Relationship Between Silence and Progress

Published

March 31, 2002
National Public Radio

Browse

Browse in Technology

I suspect I’m not the only person who read about Father Llopis and thought, ‘Good for him.’ Probably I’m not the only one either who often wished that I, too, could jam the cell phones on a train, in a coffee shop or sometimes just walking down the street. So perhaps it’s time to ask some questions about those cell phones and noise and this strange thing the experts call ‘progress’ and ‘growth.’ I mean, what gives people who use cell phones and the corporations that operate them the right to fill our air with their noise? The air belongs to all of us. So how come those who want to fill it with their yakking and beeping get first dibs, and how come those of us who want to keep the quiet have to suffer in silence?

Here’s another thing. The device the priest used to block the cell phones in his church, it’s not legal in the US. Police departments use them, according to a manufacturer, and probably the Defense Department and the CIA, too, but you and I can’t. Why is it legal to use electronics to fill the air with noise, but not legal to use electronics to reject that noise? Why should those who trespass on our peace go free, while those who try to keep the peace could go to jail? It’s the same with the economy in general. It’s what’s happening with this whole big thing called ‘progress’ and ‘growth.’

Almost every day we get news reports of the nation’s growth. We get those reports right here on this station. When the growth rate is up, we’re all supposed to cheer. But somehow the reporters never stop to ask exactly what is growing and what it’s growing into and what the consequences for our lives and health might be. They need to ask those questions. The noise that assaults us on so many sides is one expression of growth. The economy is growing at the expense of our quiet. That’s not something to applaud, unless you manufacture earplugs, Ritalin or Prozac.
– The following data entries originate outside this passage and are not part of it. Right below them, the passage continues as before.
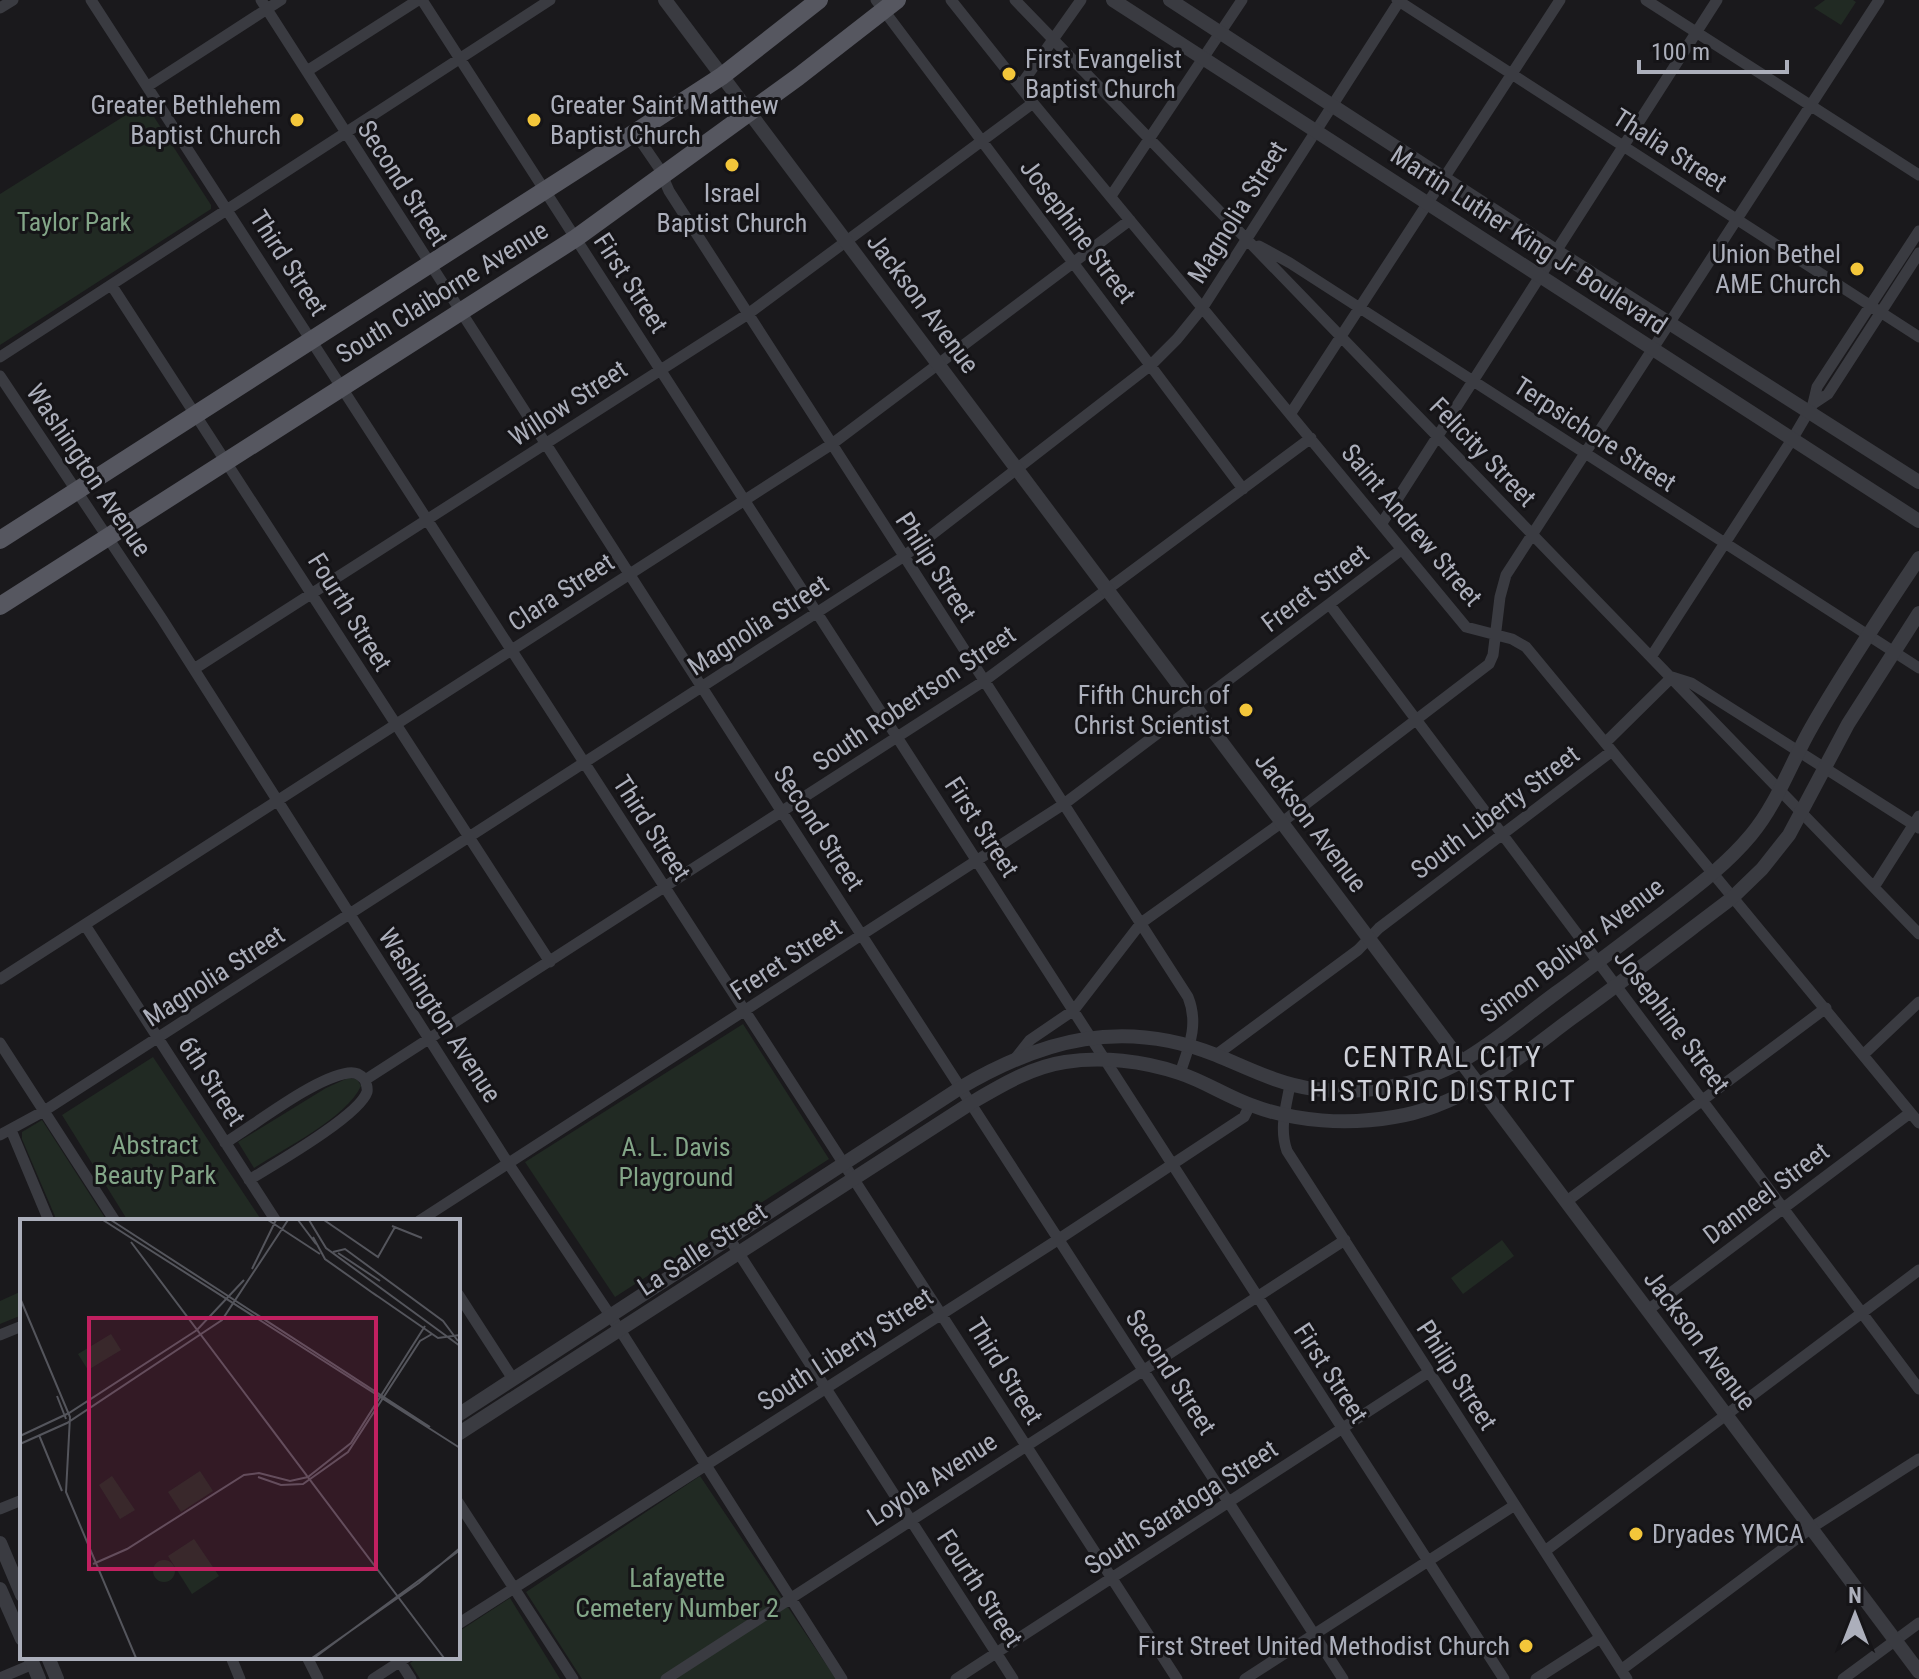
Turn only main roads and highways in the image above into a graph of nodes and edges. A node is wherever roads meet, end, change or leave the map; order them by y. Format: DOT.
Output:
graph roads {
  1 [pos="819,0"];
  2 [pos="886,4"];
  3 [pos="0,540"];
  4 [pos="0,606"];
  1 -- 3 [label="main road, South Claiborne Avenue"];
  2 -- 4 [label="main road, South Claiborne Avenue"];
}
I have a hunch the economy is entering a new phase that the economists haven’t caught on to yet. For over 200 years the challenge was to make more, to do more, to fill up more space. Now increasingly the challenge is to refrain from doing, to leave things alone and, yes, to appreciate the quiet. The “era of progress,” quote-unquote, began when Martin Luther nailed a list of demands to a church door. Just maybe the next phase of progress has started with a device to block cell phones hung inside the church.